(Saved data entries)
_ _ _ _ _ _ _
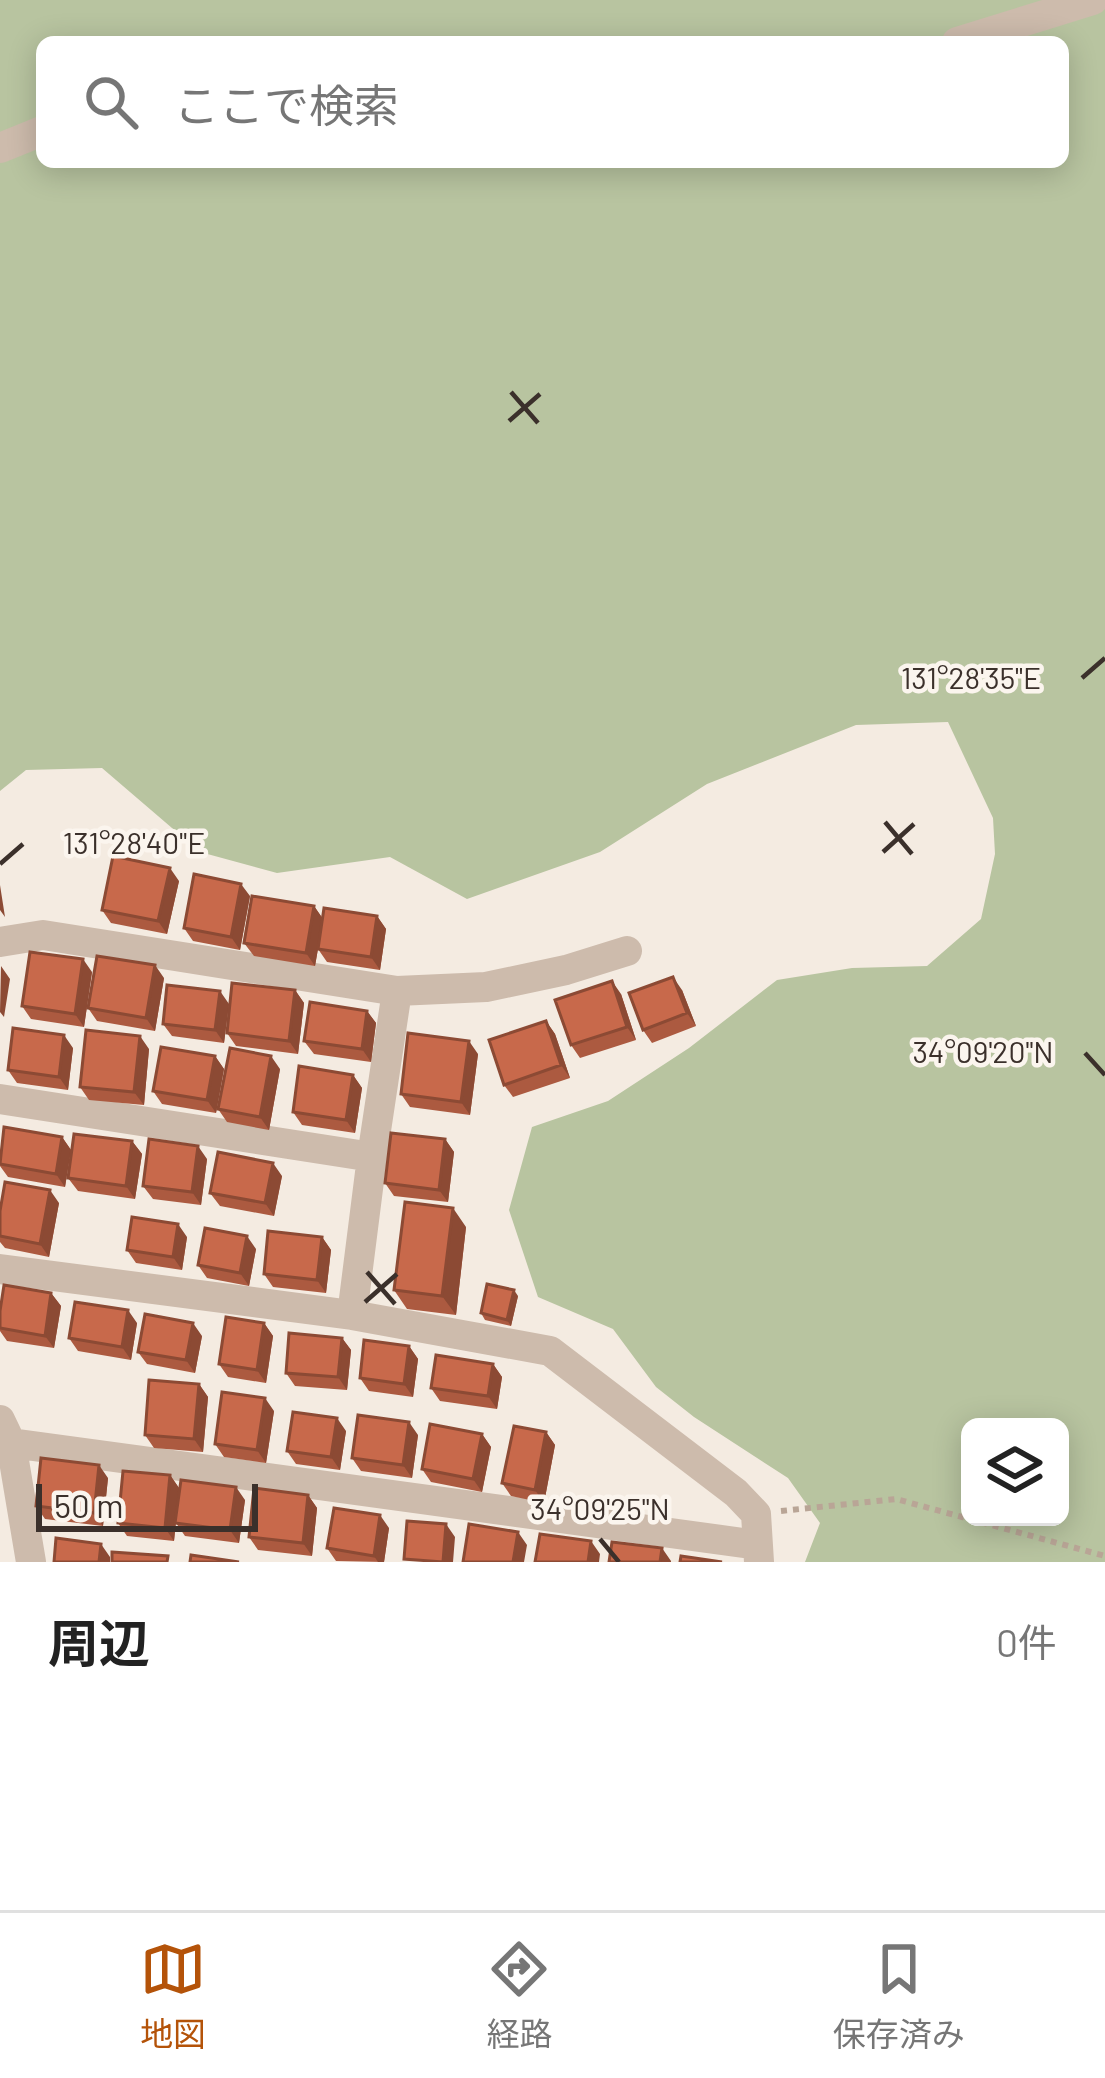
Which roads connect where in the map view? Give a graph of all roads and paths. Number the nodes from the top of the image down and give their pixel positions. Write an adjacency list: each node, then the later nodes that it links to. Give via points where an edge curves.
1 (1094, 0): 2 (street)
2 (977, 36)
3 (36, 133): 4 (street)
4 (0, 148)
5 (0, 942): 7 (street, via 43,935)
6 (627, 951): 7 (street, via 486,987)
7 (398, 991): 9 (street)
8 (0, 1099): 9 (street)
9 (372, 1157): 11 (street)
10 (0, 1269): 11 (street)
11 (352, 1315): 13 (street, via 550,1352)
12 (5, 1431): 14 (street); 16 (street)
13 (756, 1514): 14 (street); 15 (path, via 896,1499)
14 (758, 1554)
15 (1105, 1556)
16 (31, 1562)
_ _ _ _ _ _ _
#### TASK TO COMPLETE:
Write out each entry word for word, images excluded.

#### REPLY TO THE TASK:
Which roads connect where in the map view? Give a graph of all roads and paths. Number the nodes from the top of the image down and give their pixel positions. Write an adjacency list: each node, then the later nodes that it links to. Give via points where an edge curves.
1 (1094, 0): 2 (street)
2 (977, 36)
3 (36, 133): 4 (street)
4 (0, 148)
5 (0, 942): 7 (street, via 43,935)
6 (627, 951): 7 (street, via 486,987)
7 (398, 991): 9 (street)
8 (0, 1099): 9 (street)
9 (372, 1157): 11 (street)
10 (0, 1269): 11 (street)
11 (352, 1315): 13 (street, via 550,1352)
12 (5, 1431): 14 (street); 16 (street)
13 (756, 1514): 14 (street); 15 (path, via 896,1499)
14 (758, 1554)
15 (1105, 1556)
16 (31, 1562)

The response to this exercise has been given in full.